• _Work item_
Among the entries that follow, some lines contain the word "lane". Show all of them.

Data extracted from a collection
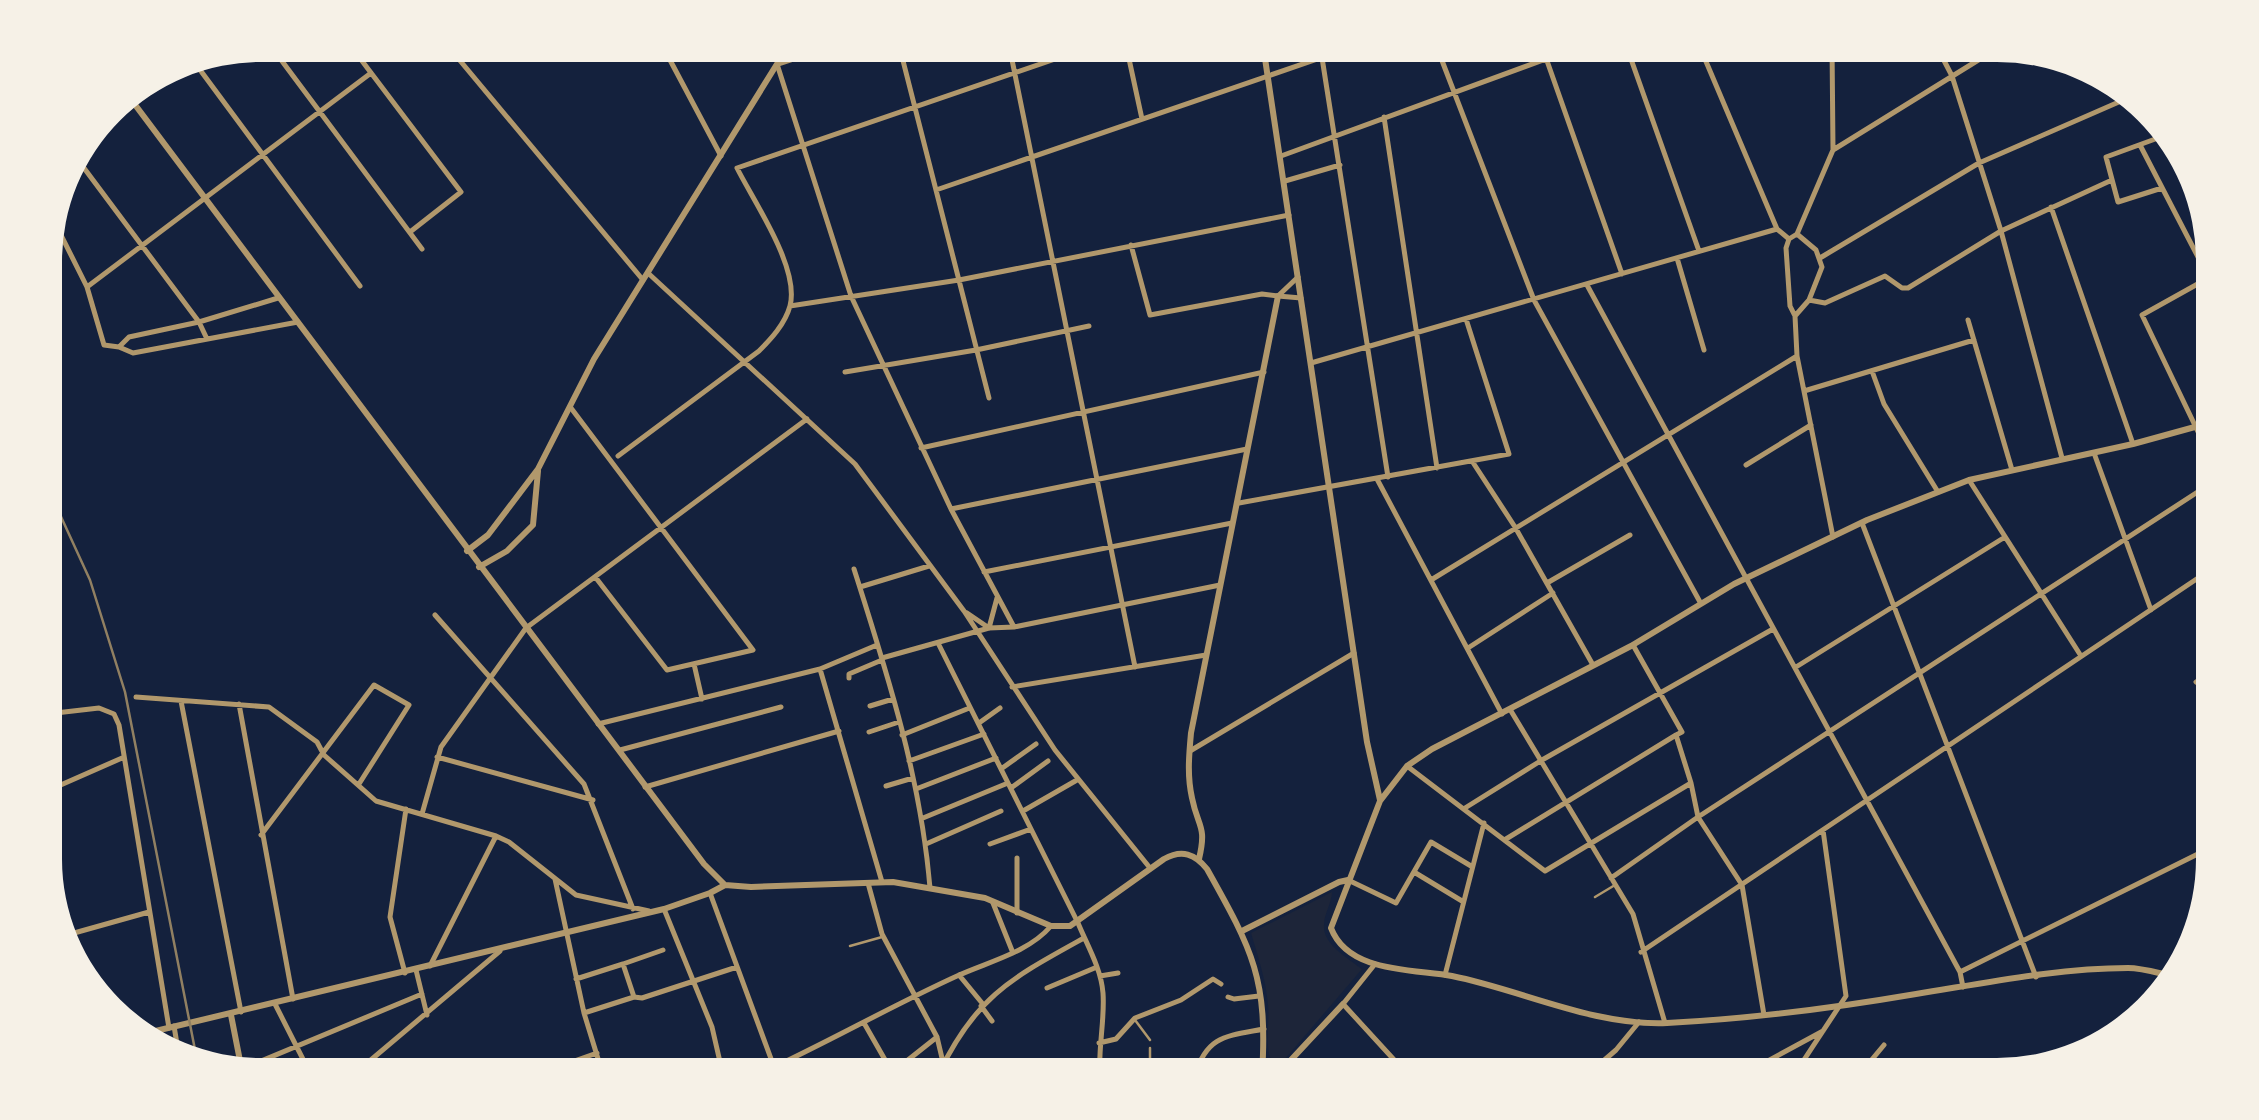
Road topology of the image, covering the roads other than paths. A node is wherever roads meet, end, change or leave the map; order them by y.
1 (1130, 62) edge
2 (1266, 62) edge
3 (1307, 62) edge
4 (1323, 62) edge
5 (1442, 62) edge
6 (1534, 62) edge
7 (1547, 62) edge
8 (1632, 62) edge
9 (1706, 62) edge
10 (1832, 62) edge
11 (1945, 62) edge
12 (1975, 62) edge
13 (283, 63) edge
14 (363, 63) edge
15 (462, 63) edge
16 (671, 63) edge
17 (781, 63) edge
18 (904, 63) edge
19 (1013, 63) edge
20 (1043, 63) edge
21 (777, 64) junction
22 (202, 72) edge
23 (1015, 72) junction
24 (371, 73) junction
25 (1268, 76) junction
26 (1952, 76) junction
27 (1452, 91) junction
28 (2117, 103) edge
29 (137, 107) edge
30 (915, 107) junction
31 (320, 112) junction
32 (1384, 117) junction
33 (1142, 119) junction
34 (1335, 134) junction
35 (2155, 140) edge
36 (801, 145) junction
37 (2140, 146) junction
38 (1832, 150) junction
39 (265, 155) junction
40 (721, 156) junction
41 (1032, 156) junction
42 (1281, 156) junction
43 (1979, 163) junction
44 (1341, 164) junction
45 (85, 170) edge
46 (2112, 180) junction
47 (1285, 181) junction
48 (2162, 188) junction
49 (936, 190) junction
50 (205, 198) junction
51 (2051, 207) junction
52 (1288, 214) junction
53 (1777, 228) junction
54 (2001, 231) junction
55 (410, 232) junction
56 (1797, 234) junction
57 (1789, 239) junction
58 (64, 240) edge
59 (1131, 245) junction
60 (142, 246) junction
61 (422, 249) dead end
62 (2196, 250) edge
63 (1699, 252) junction
64 (1676, 258) junction
65 (1820, 258) junction
66 (1055, 260) junction
67 (648, 273) junction
68 (1622, 274) junction
69 (1298, 277) junction
70 (642, 280) junction
71 (959, 280) junction
72 (1586, 285) junction
73 (360, 286) dead end
74 (87, 287) junction
75 (2196, 287) edge
76 (852, 296) junction
77 (1278, 296) junction
78 (278, 298) junction
79 (1302, 298) junction
80 (1534, 300) junction
81 (1809, 300) junction
82 (790, 306) junction
83 (1795, 316) junction
84 (1466, 318) junction
85 (1968, 320) dead end
86 (199, 322) junction
87 (298, 322) junction
88 (1089, 326) dead end
89 (1069, 330) junction
90 (1418, 332) junction
91 (206, 339) junction
92 (1974, 340) junction
93 (119, 347) junction
94 (1368, 347) junction
95 (976, 350) junction
96 (1704, 350) dead end
97 (1797, 356) junction
98 (1311, 363) junction
99 (882, 366) junction
100 (1872, 371) junction
101 (845, 372) dead end
102 (1264, 372) junction
103 (1804, 391) junction
104 (988, 398) dead end
105 (572, 408) junction
106 (1082, 412) junction
107 (807, 419) junction
108 (2196, 424) edge
109 (1811, 425) junction
110 (2196, 426) edge
111 (1668, 434) junction
112 (2133, 444) junction
113 (921, 448) junction
114 (1249, 449) junction
115 (2093, 451) junction
116 (618, 456) dead end
117 (2062, 458) junction
118 (1472, 461) junction
119 (1622, 461) junction
120 (1746, 466) dead end
121 (1436, 468) junction
122 (538, 469) junction
123 (2012, 470) junction
124 (1388, 476) junction
125 (1095, 480) junction
126 (1377, 480) junction
127 (1968, 480) junction
128 (1329, 488) junction
129 (1938, 492) junction
130 (2196, 493) edge
131 (1238, 503) junction
132 (951, 509) junction
133 (1235, 523) junction
134 (1862, 523) junction
135 (1515, 527) junction
136 (661, 529) junction
137 (1630, 536) dead end
138 (2005, 536) junction
139 (1833, 537) junction
140 (2124, 538) junction
141 (1109, 546) junction
142 (467, 551) junction
143 (478, 566) junction
144 (929, 566) junction
145 (854, 568) dead end
146 (984, 572) junction
147 (596, 578) junction
148 (1746, 578) junction
149 (1431, 580) junction
150 (2196, 580) edge
151 (1547, 583) junction
152 (1222, 584) junction
153 (860, 587) junction
154 (1553, 593) junction
155 (2041, 593) junction
156 (997, 598) junction
157 (1700, 602) junction
158 (1121, 605) junction
159 (1894, 606) junction
160 (2151, 610) junction
161 (964, 612) junction
162 (435, 615) dead end
163 (1014, 627) junction
164 (526, 628) junction
165 (989, 628) junction
166 (1772, 629) junction
167 (977, 632) junction
168 (938, 643) junction
169 (1633, 644) junction
170 (877, 645) junction
171 (1468, 648) junction
172 (1354, 653) junction
173 (1208, 654) junction
174 (2081, 656) junction
175 (882, 659) junction
176 (694, 664) junction
177 (1594, 666) junction
178 (1796, 667) junction
179 (1135, 668) junction
180 (820, 669) junction
181 (1919, 672) junction
182 (490, 678) junction
183 (849, 678) dead end
184 (1012, 686) junction
185 (1660, 693) junction
186 (136, 697) dead end
187 (702, 699) junction
188 (893, 699) junction
189 (181, 701) junction
190 (238, 704) junction
191 (781, 706) dead end
192 (870, 706) dead end
193 (1000, 708) dead end
194 (968, 709) dead end
195 (1511, 711) junction
196 (62, 712) edge
197 (1502, 714) junction
198 (899, 722) junction
199 (978, 723) junction
200 (598, 724) junction
201 (839, 731) junction
202 (869, 732) dead end
203 (1830, 732) junction
204 (984, 734) junction
205 (902, 735) junction
206 (1676, 736) junction
207 (1036, 744) dead end
208 (1949, 747) junction
209 (618, 751) junction
210 (1190, 751) junction
211 (324, 755) junction
212 (123, 757) junction
213 (438, 757) junction
214 (996, 758) junction
215 (909, 760) junction
216 (1542, 760) junction
217 (1048, 762) dead end
218 (1407, 766) junction
219 (1002, 769) junction
220 (914, 778) junction
221 (1078, 780) junction
222 (1691, 783) junction
223 (62, 784) edge
224 (359, 784) junction
225 (1010, 785) junction
226 (886, 786) dead end
227 (646, 787) junction
228 (916, 789) junction
229 (593, 800) junction
230 (1380, 801) junction
231 (1564, 801) junction
232 (1867, 801) junction
233 (1464, 808) junction
234 (406, 809) junction
235 (1001, 811) dead end
236 (1022, 811) junction
237 (422, 814) junction
238 (1698, 816) junction
239 (923, 818) junction
240 (1484, 823) junction
241 (1031, 829) junction
242 (1823, 830) junction
243 (262, 835) junction
244 (496, 836) junction
245 (1506, 839) junction
246 (1590, 842) junction
247 (926, 844) junction
248 (990, 844) dead end
249 (2196, 855) edge
250 (1018, 858) dead end
251 (1199, 859) junction
252 (1471, 866) junction
253 (1150, 868) junction
254 (1414, 872) junction
255 (554, 875) junction
256 (1348, 880) junction
257 (868, 882) junction
258 (882, 882) junction
259 (1613, 882) junction
260 (725, 884) junction
261 (1742, 885) junction
262 (930, 888) junction
263 (710, 893) junction
264 (1595, 897) dead end
265 (1462, 901) junction
266 (993, 903) junction
267 (634, 909) junction
268 (664, 909) junction
269 (149, 912) junction
270 (652, 912) junction
271 (1017, 913) junction
272 (1078, 922) junction
273 (1050, 926) junction
274 (1242, 931) junction
275 (77, 933) edge
276 (566, 933) junction
277 (884, 936) junction
278 (1084, 938) junction
279 (2024, 941) junction
280 (850, 946) dead end
281 (500, 950) junction
282 (663, 950) dead end
283 (1013, 952) junction
284 (1641, 952) junction
285 (623, 964) junction
286 (1375, 964) junction
287 (430, 966) junction
288 (736, 966) junction
289 (1096, 966) junction
290 (416, 970) junction
291 (405, 972) junction
292 (1960, 972) junction
293 (1118, 973) dead end
294 (959, 974) junction
295 (2159, 974) edge
296 (1445, 975) junction
297 (1100, 976) junction
298 (2036, 977) junction
299 (576, 979) junction
300 (694, 980) junction
301 (1222, 984) dead end
302 (1963, 987) junction
303 (1047, 988) dead end
304 (422, 994) junction
305 (1262, 995) junction
306 (915, 996) junction
307 (634, 997) junction
308 (1228, 997) dead end
309 (293, 999) junction
310 (275, 1004) junction
311 (1343, 1004) junction
312 (1844, 1004) junction
313 (982, 1005) junction
314 (242, 1012) junction
315 (584, 1012) junction
316 (427, 1014) junction
317 (1764, 1014) junction
318 (231, 1015) junction
319 (1134, 1019) junction
320 (992, 1021) dead end
321 (864, 1022) junction
322 (1639, 1022) junction
323 (1664, 1023) junction
324 (172, 1027) junction
325 (1264, 1029) junction
326 (161, 1030) edge
327 (1826, 1030) junction
328 (936, 1037) junction
329 (175, 1038) edge
330 (1150, 1040) dead end
331 (1099, 1044) junction
332 (1884, 1044) dead end
333 (296, 1046) junction
334 (1150, 1048) dead end
335 (596, 1053) junction
336 (239, 1056) edge
337 (1150, 1057) edge
338 (1202, 1057) edge
339 (1262, 1057) edge
340 (1293, 1057) edge
341 (1392, 1057) edge
342 (1607, 1057) edge
343 (1775, 1057) edge
344 (1807, 1057) edge
345 (1873, 1057) edge
346 (269, 1058) edge
347 (302, 1058) edge
348 (374, 1058) edge
349 (582, 1058) edge
350 (597, 1058) edge
351 (719, 1058) edge
352 (771, 1058) edge
353 (793, 1058) edge
354 (882, 1058) edge
355 (910, 1058) edge
356 (941, 1058) edge
357 (946, 1058) edge
358 (1099, 1058) edge

1 - 33 street
2 - 25 street
3 - 25 street
4 - 34 street
5 - 27 street
6 - 27 street
7 - 68 street
8 - 63 street
9 - 53 street
10 - 38 street
11 - 26 street
12 - 26 street
13 - 31 street
14 - 24 street
15 - 70 street
16 - 40 street
17 - 21 street
18 - 30 street
19 - 23 street
20 - 23 street
21 - 36 street
21 - 40 street
22 - 39 street
23 - 30 street
23 - 41 street
24 - 31 street
24 - 55 street
25 - 33 street
25 - 42 street
26 - 38 street
26 - 43 street
27 - 32 street
27 - 80 street
28 - 43 street
29 - 50 street
30 - 36 street
30 - 49 street
31 - 39 street
31 - 55 street
32 - 34 street
32 - 90 street
33 - 41 street
34 - 42 street
34 - 44 street
35 - 37 street
36 - 76 street
36 - 82 street
37 - 46 street
37 - 48 street
38 - 56 street
39 - 50 street
39 - 73 street
40 - 67 street
41 - 49 street
41 - 66 street
42 - 47 street
43 - 54 street
43 - 65 street
44 - 47 street
44 - 94 street
45 - 60 street
46 - 48 street
46 - 51 street
47 - 52 street
48 - 62 street
49 - 71 street
50 - 60 street
50 - 78 street
51 - 54 street
51 - 112 street
52 - 59 street
52 - 69 street
53 - 57 street
53 - 63 street
54 - 81 street
54 - 117 street
55 - 61 street
56 - 57 street
56 - 65 street
57 - 83 street
58 - 74 street
59 - 66 street
59 - 77 street
60 - 74 street
60 - 86 street
63 - 64 street
64 - 68 street
64 - 96 street
65 - 81 street
66 - 71 street
66 - 89 street
67 - 70 street
67 - 107 street
68 - 72 street
69 - 77 street
69 - 79 street
70 - 105 street
71 - 76 street
71 - 95 street
72 - 80 street
72 - 111 street
74 - 93 street
75 - 108 street
76 - 82 street
76 - 99 street
77 - 79 street
77 - 102 street
78 - 86 street
78 - 87 street
79 - 98 street
80 - 84 street
80 - 119 street
81 - 83 street
82 - 116 street
83 - 97 street
84 - 90 street
84 - 118 street
85 - 92 street
86 - 91 street
86 - 93 street
87 - 91 street
87 - 142 street
88 - 89 street
89 - 95 street
89 - 106 street
90 - 94 street
90 - 121 street
91 - 93 street
92 - 100 street
92 - 123 street
94 - 98 street
94 - 124 street
95 - 99 street
95 - 104 street
97 - 103 street
97 - 111 street
98 - 128 street
99 - 101 street
99 - 113 street
100 - 103 street
100 - 129 street
102 - 106 street
102 - 114 street
103 - 109 street
105 - 122 street
105 - 136 street
106 - 113 street
106 - 125 street
107 - 136 street
107 - 144 street
109 - 120 street
109 - 139 street
110 - 112 street
111 - 119 street
111 - 148 street
112 - 115 street
113 - 132 street
114 - 125 street
114 - 131 street
115 - 117 street
115 - 140 street
117 - 123 street
118 - 121 street
118 - 135 street
119 - 135 street
119 - 157 street
121 - 124 street
122 - 142 street
122 - 143 street
123 - 127 street
124 - 126 street
125 - 132 street
125 - 141 street
126 - 128 street
126 - 149 street
127 - 129 street
127 - 138 street
128 - 131 street
128 - 172 street
129 - 134 street
130 - 140 street
131 - 133 street
132 - 146 street
133 - 141 street
133 - 152 street
134 - 139 street
134 - 159 street
135 - 149 street
135 - 151 street
136 - 147 street
136 - 176 street
137 - 151 street
138 - 155 street
138 - 159 street
139 - 148 street
140 - 155 street
140 - 160 street
141 - 146 street
141 - 158 street
142 - 143 street
143 - 164 street
144 - 153 street
144 - 161 street
145 - 153 street
146 - 156 street
147 - 164 street
147 - 176 street
148 - 157 street
148 - 166 street
149 - 171 street
150 - 160 street
151 - 154 street
152 - 158 street
152 - 173 street
153 - 170 street
154 - 171 street
154 - 177 street
155 - 174 street
155 - 181 street
156 - 163 street
156 - 165 street
157 - 169 street
158 - 163 street
158 - 179 street
159 - 178 street
159 - 181 street
160 - 174 street
161 - 165 street
161 - 167 street
162 - 182 street
163 - 165 street
164 - 182 street
164 - 200 street
165 - 167 street
166 - 178 street
166 - 185 street
167 - 168 street
167 - 184 street
168 - 175 street
168 - 199 street
169 - 177 street
169 - 185 street
170 - 175 street
170 - 180 street
171 - 197 street
172 - 210 street
172 - 230 street
173 - 179 street
173 - 210 street
174 - 208 street
175 - 183 street
175 - 188 street
176 - 187 street
177 - 195 street
178 - 203 street
179 - 184 street
180 - 187 street
180 - 201 street
181 - 203 street
181 - 208 street
182 - 213 street
182 - 229 street
184 - 221 street
185 - 206 street
185 - 216 street
186 - 189 street
187 - 200 street
188 - 192 street
188 - 198 street
189 - 190 street
189 - 314 street
190 - 211 street
190 - 243 street
191 - 209 street
193 - 199 street
194 - 205 street
195 - 197 street
195 - 216 street
196 - 212 street
197 - 218 street
198 - 202 street
198 - 205 street
199 - 204 street
200 - 209 street
201 - 227 street
201 - 258 street
203 - 232 street
203 - 238 street
204 - 214 street
204 - 215 street
205 - 215 street
206 - 222 street
206 - 231 street
207 - 219 street
208 - 232 street
208 - 279 street
209 - 227 street
210 - 251 street
211 - 224 street
211 - 224 street
211 - 243 street
212 - 223 street
212 - 269 street
213 - 229 street
213 - 237 street
214 - 219 street
214 - 228 street
215 - 220 street
216 - 231 street
216 - 233 street
217 - 225 street
218 - 230 street
218 - 233 street
219 - 225 street
220 - 226 street
220 - 228 street
221 - 236 street
221 - 253 street
222 - 238 street
222 - 246 street
224 - 234 street
225 - 236 street
225 - 239 street
227 - 260 street
228 - 239 street
229 - 267 street
230 - 256 street
231 - 245 street
231 - 246 street
232 - 242 street
232 - 292 street
233 - 240 street
234 - 237 street
234 - 291 street
235 - 247 street
236 - 241 street
237 - 244 street
238 - 259 street
238 - 261 street
239 - 247 street
240 - 245 street
240 - 252 street
241 - 248 street
241 - 272 street
242 - 261 street
242 - 312 street
243 - 309 street
244 - 255 street
244 - 287 street
245 - 246 street
246 - 259 street
247 - 262 street
249 - 279 street
250 - 271 street
251 - 253 street
251 - 274 street
252 - 254 street
252 - 265 street
253 - 272 street
254 - 256 street
254 - 265 street
255 - 267 street
255 - 276 street
256 - 274 street
256 - 286 street
257 - 258 street
257 - 260 street
257 - 277 street
258 - 262 street
259 - 264 lane
259 - 284 street
260 - 263 street
261 - 284 street
261 - 317 street
262 - 266 street
263 - 268 street
263 - 288 street
265 - 296 street
266 - 271 street
266 - 283 street
267 - 270 street
268 - 270 street
268 - 300 street
269 - 275 street
269 - 324 street
270 - 276 street
271 - 273 street
272 - 273 street
272 - 278 street
273 - 283 street
274 - 305 street
276 - 281 street
276 - 299 street
277 - 280 lane
277 - 306 street
278 - 289 street
278 - 313 street
279 - 292 street
279 - 298 street
281 - 287 street
281 - 316 street
282 - 285 street
283 - 294 street
284 - 323 street
285 - 299 street
285 - 307 street
286 - 296 street
286 - 311 street
287 - 290 street
288 - 300 street
288 - 352 street
289 - 297 street
289 - 303 street
290 - 291 street
290 - 304 street
291 - 309 street
292 - 302 street
293 - 297 street
294 - 306 street
294 - 313 street
295 - 298 street
296 - 322 street
297 - 331 street
298 - 302 street
299 - 315 street
300 - 307 street
300 - 351 street
301 - 319 street
302 - 312 street
304 - 316 street
304 - 333 street
305 - 308 street
305 - 325 street
306 - 321 street
306 - 328 street
307 - 315 street
309 - 310 street
310 - 314 street
310 - 333 street
311 - 340 street
311 - 341 street
312 - 317 street
312 - 327 street
313 - 320 street
313 - 357 street
314 - 318 street
315 - 335 street
316 - 348 street
317 - 323 street
318 - 324 street
318 - 336 street
319 - 330 lane
319 - 331 street
321 - 353 street
321 - 354 street
322 - 323 street
322 - 342 street
324 - 326 street
324 - 329 street
325 - 338 street
325 - 339 street
327 - 343 street
327 - 344 street
328 - 355 street
328 - 356 street
331 - 358 street
332 - 345 street
333 - 346 street
333 - 347 street
334 - 337 lane
335 - 349 street
335 - 350 street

• _Finished task_
259 - 264 lane
277 - 280 lane
319 - 330 lane
334 - 337 lane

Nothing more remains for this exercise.